Глядя на этого Серебрякова, думаешь о том, что он не был ни демагогом, ни карьеристом. Просто он создает под стать себе свой мир, где заурядность общественной мысли нормальна, естественна и вовсе не считается заурядностью. Где живут ординарный Пушкин и ординарный Гоголь, в силу своей ординарности сопрягаемые с любым третьестепенным писателем, легко ложащиеся с ним в одну обойму Серебряков убежден, что этот сконструированный им мир и есть мир действительный, единственно правильный, искренен в отстаивании, пропаганде его целей и идеалов. Он и поднялся потому, что был спрос на ординарность, тем более соединенную с искренней убежденностью. Ведь в этой последней всегда есть свое обаяние, она способна кого-то обмануть, увлечь. Желание иметь цели и идеалы может оказаться настолько сильным, что будет до поры маскировать их изжитость, скомпрометированность, несостоятельность. Кроме того, Серебряков повторяет слова, которые говорились и достойными, талантливыми людьми. Серебряковы брали эти слова потом, когда они становились расхожими, утрачивали свой первоначальный, значительный смысл, однако и это осознается не всеми сразу «Надо, господа, дело делать», — вещает Серебряков, а Писарев в 1864 году писал: «Кто не трудится, а только рассуждает, тот или пустой болтун, или вредный шарлатан...» И к нему с глубокой заинтересованностью прислушивалась мыслящая Россия.

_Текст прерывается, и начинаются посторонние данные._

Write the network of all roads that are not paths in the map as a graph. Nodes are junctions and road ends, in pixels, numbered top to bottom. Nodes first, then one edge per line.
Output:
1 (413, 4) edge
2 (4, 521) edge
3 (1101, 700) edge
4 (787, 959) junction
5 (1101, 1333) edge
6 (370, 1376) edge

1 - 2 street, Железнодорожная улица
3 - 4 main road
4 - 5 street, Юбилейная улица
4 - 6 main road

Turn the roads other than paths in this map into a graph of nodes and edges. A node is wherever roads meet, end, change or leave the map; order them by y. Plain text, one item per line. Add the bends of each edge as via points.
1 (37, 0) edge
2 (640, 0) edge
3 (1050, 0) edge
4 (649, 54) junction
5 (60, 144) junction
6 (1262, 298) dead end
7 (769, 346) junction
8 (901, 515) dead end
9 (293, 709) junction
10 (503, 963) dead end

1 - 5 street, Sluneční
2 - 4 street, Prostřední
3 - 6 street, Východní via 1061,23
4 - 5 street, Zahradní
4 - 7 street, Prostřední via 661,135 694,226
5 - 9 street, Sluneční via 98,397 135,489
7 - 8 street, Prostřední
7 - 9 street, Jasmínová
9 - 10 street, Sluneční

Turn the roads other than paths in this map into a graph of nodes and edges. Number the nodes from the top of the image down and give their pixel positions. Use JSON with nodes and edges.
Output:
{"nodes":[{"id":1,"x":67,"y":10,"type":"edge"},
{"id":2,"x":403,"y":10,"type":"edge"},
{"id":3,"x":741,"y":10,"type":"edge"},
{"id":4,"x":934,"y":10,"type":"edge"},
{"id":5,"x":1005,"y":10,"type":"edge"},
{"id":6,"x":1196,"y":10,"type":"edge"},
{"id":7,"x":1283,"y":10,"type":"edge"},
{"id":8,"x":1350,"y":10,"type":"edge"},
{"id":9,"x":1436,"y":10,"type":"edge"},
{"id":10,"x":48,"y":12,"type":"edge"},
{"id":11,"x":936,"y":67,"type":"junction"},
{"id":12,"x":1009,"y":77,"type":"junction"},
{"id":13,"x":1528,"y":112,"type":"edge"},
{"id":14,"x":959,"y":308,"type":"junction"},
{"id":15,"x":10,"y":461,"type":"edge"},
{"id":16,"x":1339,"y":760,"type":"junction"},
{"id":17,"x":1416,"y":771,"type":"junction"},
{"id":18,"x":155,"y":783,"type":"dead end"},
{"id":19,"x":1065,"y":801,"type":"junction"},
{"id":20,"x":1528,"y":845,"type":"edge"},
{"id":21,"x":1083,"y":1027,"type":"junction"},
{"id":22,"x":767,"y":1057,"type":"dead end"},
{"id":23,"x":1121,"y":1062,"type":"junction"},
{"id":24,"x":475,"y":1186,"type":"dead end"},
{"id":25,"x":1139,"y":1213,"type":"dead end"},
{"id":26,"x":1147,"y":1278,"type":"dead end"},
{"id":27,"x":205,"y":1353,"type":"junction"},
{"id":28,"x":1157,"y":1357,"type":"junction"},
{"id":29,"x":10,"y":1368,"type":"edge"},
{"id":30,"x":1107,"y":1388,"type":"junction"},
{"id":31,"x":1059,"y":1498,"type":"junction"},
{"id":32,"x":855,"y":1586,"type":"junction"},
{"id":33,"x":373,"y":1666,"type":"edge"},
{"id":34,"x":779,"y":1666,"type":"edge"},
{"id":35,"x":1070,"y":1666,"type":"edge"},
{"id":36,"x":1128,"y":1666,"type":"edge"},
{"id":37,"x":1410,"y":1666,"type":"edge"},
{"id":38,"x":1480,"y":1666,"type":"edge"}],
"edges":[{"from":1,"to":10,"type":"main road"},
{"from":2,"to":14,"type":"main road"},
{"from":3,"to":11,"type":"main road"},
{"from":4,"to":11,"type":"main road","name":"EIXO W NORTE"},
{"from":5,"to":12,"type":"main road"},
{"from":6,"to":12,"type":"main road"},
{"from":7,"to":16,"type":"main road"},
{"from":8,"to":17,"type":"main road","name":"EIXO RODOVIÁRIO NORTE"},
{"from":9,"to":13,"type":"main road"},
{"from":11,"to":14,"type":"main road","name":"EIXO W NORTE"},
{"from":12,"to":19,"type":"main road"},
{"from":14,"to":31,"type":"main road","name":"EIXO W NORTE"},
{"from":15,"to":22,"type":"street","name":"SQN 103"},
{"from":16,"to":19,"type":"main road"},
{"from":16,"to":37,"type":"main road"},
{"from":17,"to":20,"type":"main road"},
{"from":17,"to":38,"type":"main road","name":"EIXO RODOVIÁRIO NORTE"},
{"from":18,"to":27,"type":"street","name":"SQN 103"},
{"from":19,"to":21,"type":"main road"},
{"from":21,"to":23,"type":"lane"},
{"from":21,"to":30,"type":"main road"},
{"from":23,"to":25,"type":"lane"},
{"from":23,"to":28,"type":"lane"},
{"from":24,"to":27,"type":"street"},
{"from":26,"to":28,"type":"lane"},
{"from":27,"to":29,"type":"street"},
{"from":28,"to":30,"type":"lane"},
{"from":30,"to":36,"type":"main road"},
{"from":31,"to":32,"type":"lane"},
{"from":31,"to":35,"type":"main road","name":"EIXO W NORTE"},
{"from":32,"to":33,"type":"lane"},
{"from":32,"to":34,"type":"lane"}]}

Все так, заблуждения относительно Серебрякова объяснимы и в фильме объяснены. И тем не менее дядя Ваня, а не Астров прожил жизнь в служении дутому идолу, дядя Ваня, а не Астров долго не мог понять, что дело, предлагаемое Серебряковым, мелко, пошло, ненужно и чем делать его, порядочному человеку лучше уж вовсе ничего не делать. Что это только видимость дела, отвлекающая от необходимости искать свое настоящее, полезное людям предназначение.
Смоктуновский в роли дяди Вани не боится быть нелепым, смешным, иногда оказаться на грани эксцентрики, и это входит в известное противоречие со сценическими традициями. Оправдано ли оно, допустимо ли?
Давайте, отрешившись от театральных воспоминаний, поразмышляем над ситуациями, в каких оказывается Войницкий. Приносит цветы женщине, которую любит, а она в этот момент целуется с другим. Взбунтовавшись наконец против Серебрякова, кричит: «Матушка! Что мне делать?» — при том, что мать свою считает дурой и мнением ее не дорожит Стреляет в Серебрякова с нескольких шагов дважды и не попадает, а выстрелы свои предваряет многозначительно пугающей, но, в сущности, бессмысленной фразой: «Будешь ты меня помнить!» (где помнить, на том свете, куда он вознамерился от править Серебрякова?)
Хочет покончить с собой, но, послушавшись Соню, отдает ей баночку с морфием.
Режиссер добавляет еще детали. Среди ночи Войницкий, взволнованный, бросается к роялю, желая, очевидно, разбудить весь дом, берет несколько громких аккордов, но быстро сникает под взглядом матери, прекращая и эту пустячную эскападу Или Астров борется с дядей Ваней, силой разжимая его ладонь, — мы ждем, что там морфий, а оказывается, шарики от кровати, которые Иван Петрович через несколько секунд меланхолически привинчивает к ее спинке.
Может быть, это перебор и утрата чеховской тонкости, но, согласитесь, и в пьесе бунт дяди Вани истеричен, ненадежен, заранее обречен, — бунтуя так против установившегося порядка вещей, в самом деле не мудрено с двух шагов промахнуться. И в пьесе его действия непоследовательны, импульсивны и обнаруживают неосновательность попыток героя вырваться из накатанной жизненной колеи: ни одну из этих попыток дядя Ваня не в силах довести до конца. Не в силах проявить трезвой решительности даже тогда, когда она совершенно необходима.
Разве не в этих свойствах героя причина того, что он так долго цеплялся за свою иллюзию? Может быть, не сознавая того, уговаривал, приучал себя боготворить Серебрякова, считать работу на него граждански полезным занятием. Пожалуй, именно здесь и обозначится упомянутое существенное внутреннее расхождение между дядей Ваней и Астровым, которому подобные самообольщения никак не свойственны. Прозрение Войницкого крайне запоздало, оттого болезненно, трагично, но оттого и смешно.